[Records from a data source]

--------------------------------------------------

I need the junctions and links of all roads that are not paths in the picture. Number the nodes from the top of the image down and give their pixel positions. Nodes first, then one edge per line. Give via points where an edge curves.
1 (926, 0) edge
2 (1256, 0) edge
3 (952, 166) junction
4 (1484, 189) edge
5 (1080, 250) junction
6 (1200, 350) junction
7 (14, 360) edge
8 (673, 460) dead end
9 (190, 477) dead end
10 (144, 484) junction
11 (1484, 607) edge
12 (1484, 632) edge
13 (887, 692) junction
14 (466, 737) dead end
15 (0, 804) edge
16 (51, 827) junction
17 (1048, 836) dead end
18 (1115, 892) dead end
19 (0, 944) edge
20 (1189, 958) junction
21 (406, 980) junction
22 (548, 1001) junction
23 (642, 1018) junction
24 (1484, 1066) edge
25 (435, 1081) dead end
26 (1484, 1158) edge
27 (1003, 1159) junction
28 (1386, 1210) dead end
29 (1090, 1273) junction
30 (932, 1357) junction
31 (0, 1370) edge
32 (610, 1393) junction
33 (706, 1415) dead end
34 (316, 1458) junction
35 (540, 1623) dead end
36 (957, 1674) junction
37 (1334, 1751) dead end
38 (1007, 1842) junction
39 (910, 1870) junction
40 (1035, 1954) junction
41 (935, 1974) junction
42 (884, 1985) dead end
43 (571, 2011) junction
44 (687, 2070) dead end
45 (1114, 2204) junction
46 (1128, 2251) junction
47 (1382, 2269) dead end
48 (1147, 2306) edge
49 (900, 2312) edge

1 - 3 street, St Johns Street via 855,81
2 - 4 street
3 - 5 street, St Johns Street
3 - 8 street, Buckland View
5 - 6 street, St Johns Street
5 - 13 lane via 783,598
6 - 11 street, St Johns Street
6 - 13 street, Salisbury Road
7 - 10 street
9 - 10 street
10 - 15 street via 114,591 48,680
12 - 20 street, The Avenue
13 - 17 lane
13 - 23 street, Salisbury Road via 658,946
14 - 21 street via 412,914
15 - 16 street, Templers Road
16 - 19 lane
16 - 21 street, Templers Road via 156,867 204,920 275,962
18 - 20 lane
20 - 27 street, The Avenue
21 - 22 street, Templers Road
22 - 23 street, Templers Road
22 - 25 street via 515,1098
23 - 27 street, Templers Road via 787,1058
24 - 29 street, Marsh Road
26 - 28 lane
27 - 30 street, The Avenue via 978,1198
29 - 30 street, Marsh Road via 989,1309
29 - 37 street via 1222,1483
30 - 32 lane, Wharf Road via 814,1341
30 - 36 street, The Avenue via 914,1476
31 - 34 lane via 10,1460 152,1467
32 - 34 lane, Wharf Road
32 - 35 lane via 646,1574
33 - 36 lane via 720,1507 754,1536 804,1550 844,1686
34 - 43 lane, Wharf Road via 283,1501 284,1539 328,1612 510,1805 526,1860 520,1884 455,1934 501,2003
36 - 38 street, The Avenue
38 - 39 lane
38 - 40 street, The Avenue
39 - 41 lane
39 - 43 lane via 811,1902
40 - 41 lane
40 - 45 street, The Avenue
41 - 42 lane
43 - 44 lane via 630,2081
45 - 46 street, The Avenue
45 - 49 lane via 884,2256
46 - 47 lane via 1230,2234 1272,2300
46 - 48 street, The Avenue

--------------------------------------------------

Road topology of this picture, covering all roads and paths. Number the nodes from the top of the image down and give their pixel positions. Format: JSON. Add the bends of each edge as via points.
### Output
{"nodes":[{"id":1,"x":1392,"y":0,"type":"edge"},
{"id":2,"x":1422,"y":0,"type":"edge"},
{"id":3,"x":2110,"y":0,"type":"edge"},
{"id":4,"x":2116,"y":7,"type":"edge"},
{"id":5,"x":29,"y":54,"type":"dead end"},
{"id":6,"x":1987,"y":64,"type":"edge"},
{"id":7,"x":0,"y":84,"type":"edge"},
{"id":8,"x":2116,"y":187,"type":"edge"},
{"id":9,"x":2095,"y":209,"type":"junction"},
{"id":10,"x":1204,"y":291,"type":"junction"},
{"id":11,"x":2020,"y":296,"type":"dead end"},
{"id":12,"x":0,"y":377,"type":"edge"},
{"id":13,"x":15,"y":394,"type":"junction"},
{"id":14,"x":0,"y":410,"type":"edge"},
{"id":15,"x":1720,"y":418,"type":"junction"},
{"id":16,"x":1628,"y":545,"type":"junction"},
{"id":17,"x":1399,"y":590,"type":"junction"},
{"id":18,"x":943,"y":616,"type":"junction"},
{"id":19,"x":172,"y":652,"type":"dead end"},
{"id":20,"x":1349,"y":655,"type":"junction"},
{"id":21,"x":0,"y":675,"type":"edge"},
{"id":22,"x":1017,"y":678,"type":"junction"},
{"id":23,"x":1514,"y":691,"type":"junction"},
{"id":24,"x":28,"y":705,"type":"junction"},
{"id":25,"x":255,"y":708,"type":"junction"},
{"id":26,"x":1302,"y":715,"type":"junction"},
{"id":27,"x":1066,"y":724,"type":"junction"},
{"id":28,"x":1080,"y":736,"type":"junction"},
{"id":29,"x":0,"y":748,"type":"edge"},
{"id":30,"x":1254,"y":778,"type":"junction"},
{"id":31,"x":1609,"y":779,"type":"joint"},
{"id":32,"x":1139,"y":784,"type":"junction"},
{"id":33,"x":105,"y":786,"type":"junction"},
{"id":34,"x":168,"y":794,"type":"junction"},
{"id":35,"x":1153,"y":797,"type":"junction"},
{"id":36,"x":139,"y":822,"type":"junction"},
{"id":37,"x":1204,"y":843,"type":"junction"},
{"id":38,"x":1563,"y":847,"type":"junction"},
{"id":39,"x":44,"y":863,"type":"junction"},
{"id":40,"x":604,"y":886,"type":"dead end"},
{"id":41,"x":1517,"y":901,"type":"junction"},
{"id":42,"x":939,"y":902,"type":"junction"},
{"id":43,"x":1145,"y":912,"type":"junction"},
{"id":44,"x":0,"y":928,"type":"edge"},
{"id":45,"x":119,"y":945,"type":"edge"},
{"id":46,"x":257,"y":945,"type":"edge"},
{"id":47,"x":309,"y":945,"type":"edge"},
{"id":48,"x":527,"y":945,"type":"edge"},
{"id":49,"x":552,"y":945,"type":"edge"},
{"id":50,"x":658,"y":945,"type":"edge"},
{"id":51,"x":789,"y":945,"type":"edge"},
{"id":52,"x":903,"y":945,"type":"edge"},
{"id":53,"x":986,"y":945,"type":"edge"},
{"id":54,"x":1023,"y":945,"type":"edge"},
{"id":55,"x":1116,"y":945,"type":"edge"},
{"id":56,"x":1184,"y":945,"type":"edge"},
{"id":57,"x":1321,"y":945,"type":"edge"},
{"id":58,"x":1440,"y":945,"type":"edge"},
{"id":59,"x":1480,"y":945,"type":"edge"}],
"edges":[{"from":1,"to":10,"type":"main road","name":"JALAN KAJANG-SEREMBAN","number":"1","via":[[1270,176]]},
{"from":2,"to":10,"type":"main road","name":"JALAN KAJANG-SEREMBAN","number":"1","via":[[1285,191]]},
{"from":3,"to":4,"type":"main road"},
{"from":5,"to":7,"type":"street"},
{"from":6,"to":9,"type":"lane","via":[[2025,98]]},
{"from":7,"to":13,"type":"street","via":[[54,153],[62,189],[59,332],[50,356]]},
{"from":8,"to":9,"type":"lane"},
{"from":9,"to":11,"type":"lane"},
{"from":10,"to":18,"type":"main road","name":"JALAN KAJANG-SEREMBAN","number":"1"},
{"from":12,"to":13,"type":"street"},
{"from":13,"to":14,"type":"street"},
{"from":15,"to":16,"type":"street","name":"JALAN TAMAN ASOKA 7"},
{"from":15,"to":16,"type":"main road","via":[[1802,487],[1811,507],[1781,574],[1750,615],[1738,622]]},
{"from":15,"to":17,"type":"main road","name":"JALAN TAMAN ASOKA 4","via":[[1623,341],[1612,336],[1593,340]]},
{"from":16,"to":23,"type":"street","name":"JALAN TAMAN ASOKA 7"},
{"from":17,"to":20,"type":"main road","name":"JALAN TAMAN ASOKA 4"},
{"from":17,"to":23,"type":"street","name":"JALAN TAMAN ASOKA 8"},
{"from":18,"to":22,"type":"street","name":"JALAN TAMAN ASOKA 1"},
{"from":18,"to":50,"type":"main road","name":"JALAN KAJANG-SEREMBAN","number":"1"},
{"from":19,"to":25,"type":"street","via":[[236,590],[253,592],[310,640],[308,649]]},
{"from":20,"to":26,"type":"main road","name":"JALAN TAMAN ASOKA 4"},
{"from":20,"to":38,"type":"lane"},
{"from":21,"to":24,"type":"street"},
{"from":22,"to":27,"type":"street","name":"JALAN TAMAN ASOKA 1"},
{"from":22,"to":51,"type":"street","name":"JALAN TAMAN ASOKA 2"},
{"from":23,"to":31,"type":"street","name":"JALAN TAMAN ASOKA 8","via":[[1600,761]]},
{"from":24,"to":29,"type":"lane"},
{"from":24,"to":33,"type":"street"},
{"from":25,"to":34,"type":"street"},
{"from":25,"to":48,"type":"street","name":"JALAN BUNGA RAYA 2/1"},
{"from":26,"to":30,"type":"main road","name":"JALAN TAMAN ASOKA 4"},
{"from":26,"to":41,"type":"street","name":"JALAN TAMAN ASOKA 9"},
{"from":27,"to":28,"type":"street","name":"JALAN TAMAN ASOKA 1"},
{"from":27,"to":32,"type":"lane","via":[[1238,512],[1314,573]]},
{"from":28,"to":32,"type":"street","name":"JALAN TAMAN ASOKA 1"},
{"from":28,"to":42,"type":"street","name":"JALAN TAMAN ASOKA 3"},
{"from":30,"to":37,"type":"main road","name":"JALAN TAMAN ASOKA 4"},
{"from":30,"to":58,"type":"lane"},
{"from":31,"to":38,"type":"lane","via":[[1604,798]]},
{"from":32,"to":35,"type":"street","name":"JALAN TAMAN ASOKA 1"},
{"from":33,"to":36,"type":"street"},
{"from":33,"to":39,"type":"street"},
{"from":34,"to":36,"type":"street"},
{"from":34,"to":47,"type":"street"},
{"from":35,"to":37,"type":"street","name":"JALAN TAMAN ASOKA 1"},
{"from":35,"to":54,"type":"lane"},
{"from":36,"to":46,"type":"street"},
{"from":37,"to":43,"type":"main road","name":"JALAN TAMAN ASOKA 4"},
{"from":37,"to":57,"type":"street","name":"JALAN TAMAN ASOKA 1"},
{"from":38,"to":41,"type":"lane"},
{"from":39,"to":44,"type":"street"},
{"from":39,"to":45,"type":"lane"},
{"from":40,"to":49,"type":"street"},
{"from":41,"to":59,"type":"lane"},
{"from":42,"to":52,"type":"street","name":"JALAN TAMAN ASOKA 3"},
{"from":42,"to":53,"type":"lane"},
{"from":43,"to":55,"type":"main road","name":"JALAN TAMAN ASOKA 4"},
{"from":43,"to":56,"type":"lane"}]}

--------------------------------------------------

TASK DIRECTIONS: Scan the data above and copy every line with "Marsh" in it.

SOLUTION TO THE EXERCISE:
24 - 29 street, Marsh Road
29 - 30 street, Marsh Road via 989,1309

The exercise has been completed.